Pentecost - Settlements



The pattern of settlement in South Pentecost includes both nucleated villages and dispersed homestead patterns. In the traditionalist or kastom villages, such as Bunlap in the Southeast, the predominant pattern is nucleated, with houses strung out down a ridge and communal men's houses and dancing grounds at the highest elevation. In traditionalist Villages the preferred materials and house designs are Indigenous: earth floors, bamboo-pole walls, and sago-palm thatch roofs on a rectangular frame. Each of these dwellings typically contains a single room, but within this room a transverse log divides the cooking fires of women and children at the front from men at the back. The men's houses are of the same materials and design, but they are much larger and have a series of fires for men of different rank.
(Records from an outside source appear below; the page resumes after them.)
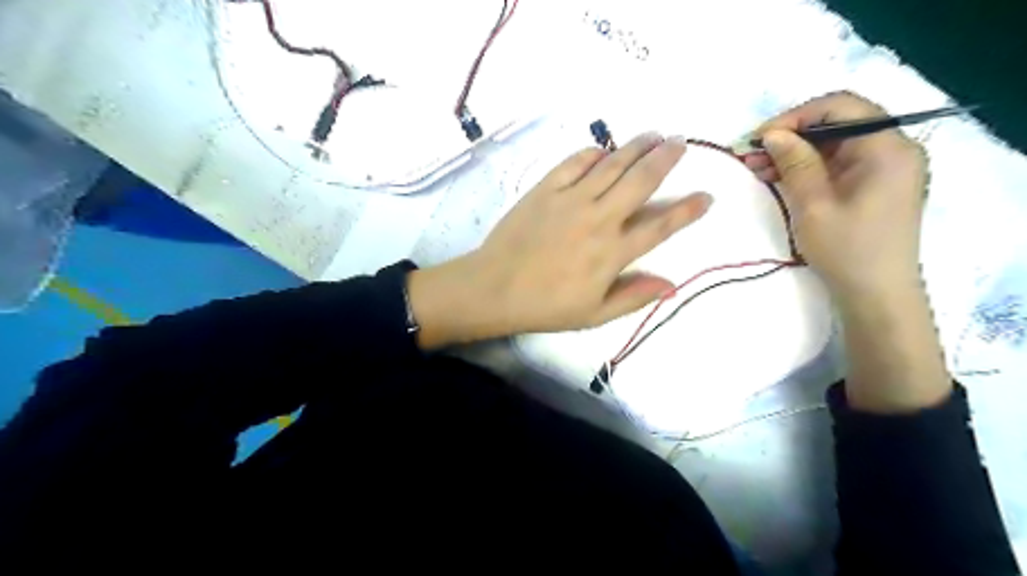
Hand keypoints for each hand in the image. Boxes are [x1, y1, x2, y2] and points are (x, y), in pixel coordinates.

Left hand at [405, 131, 711, 345]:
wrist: (494, 288)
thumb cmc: (545, 306)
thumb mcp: (594, 314)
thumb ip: (633, 297)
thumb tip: (672, 284)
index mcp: (613, 253)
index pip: (660, 226)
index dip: (686, 211)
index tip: (706, 197)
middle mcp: (598, 219)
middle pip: (640, 181)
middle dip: (665, 159)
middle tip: (679, 143)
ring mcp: (571, 200)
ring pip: (612, 165)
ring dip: (636, 147)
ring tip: (653, 135)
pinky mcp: (545, 189)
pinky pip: (574, 162)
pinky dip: (593, 153)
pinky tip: (603, 150)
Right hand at [748, 90, 930, 301]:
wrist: (875, 294)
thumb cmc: (847, 250)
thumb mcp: (814, 205)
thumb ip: (795, 163)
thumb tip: (773, 133)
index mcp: (888, 148)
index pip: (842, 107)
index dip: (797, 116)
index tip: (760, 137)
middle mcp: (892, 149)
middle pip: (837, 123)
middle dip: (791, 135)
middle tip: (751, 153)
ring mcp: (883, 168)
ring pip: (832, 144)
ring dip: (793, 152)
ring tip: (755, 166)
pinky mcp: (871, 184)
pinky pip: (835, 164)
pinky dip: (805, 167)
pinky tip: (776, 176)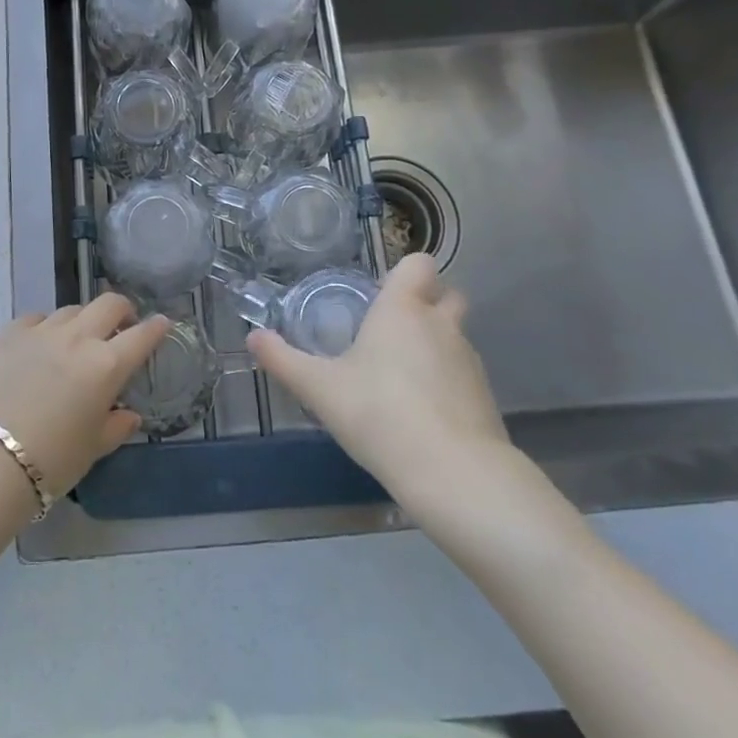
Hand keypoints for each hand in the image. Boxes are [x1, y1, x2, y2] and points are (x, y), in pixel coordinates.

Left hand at [0, 296, 171, 497]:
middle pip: (109, 304)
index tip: (162, 324)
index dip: (156, 328)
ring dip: (82, 321)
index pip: (142, 336)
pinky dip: (45, 327)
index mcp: (106, 365)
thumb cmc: (52, 460)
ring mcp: (42, 331)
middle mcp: (78, 338)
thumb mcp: (94, 447)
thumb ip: (117, 425)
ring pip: (72, 310)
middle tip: (121, 327)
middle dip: (122, 311)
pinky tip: (40, 345)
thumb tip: (129, 414)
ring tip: (77, 341)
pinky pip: (36, 318)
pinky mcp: (10, 333)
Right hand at [248, 254, 515, 503]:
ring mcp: (469, 360)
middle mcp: (441, 325)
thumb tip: (253, 337)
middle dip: (428, 303)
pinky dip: (447, 383)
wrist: (453, 473)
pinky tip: (423, 413)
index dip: (404, 272)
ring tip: (402, 378)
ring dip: (436, 345)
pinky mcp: (485, 397)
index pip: (419, 264)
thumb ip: (283, 360)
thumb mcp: (319, 388)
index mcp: (403, 309)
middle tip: (393, 329)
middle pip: (447, 294)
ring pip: (455, 336)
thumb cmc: (379, 413)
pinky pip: (463, 374)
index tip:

These traditional structures are complemented by more novel sleeping houses that are raised on stilts, with woven bamboo floors and walls and thatch roofs. This is the usual style of houses in Christian settlements; today, however, they are sometimes made of concrete and corrugated iron with several rooms. Most villages are connected by paths, although between coastal settlements, especially in the west, people may travel by sea in outrigger canoes, dinghies with outboard motors, or occasionally motorized launches. On the level western coast there is a vehicular road stretching from Lonoror to Wanur.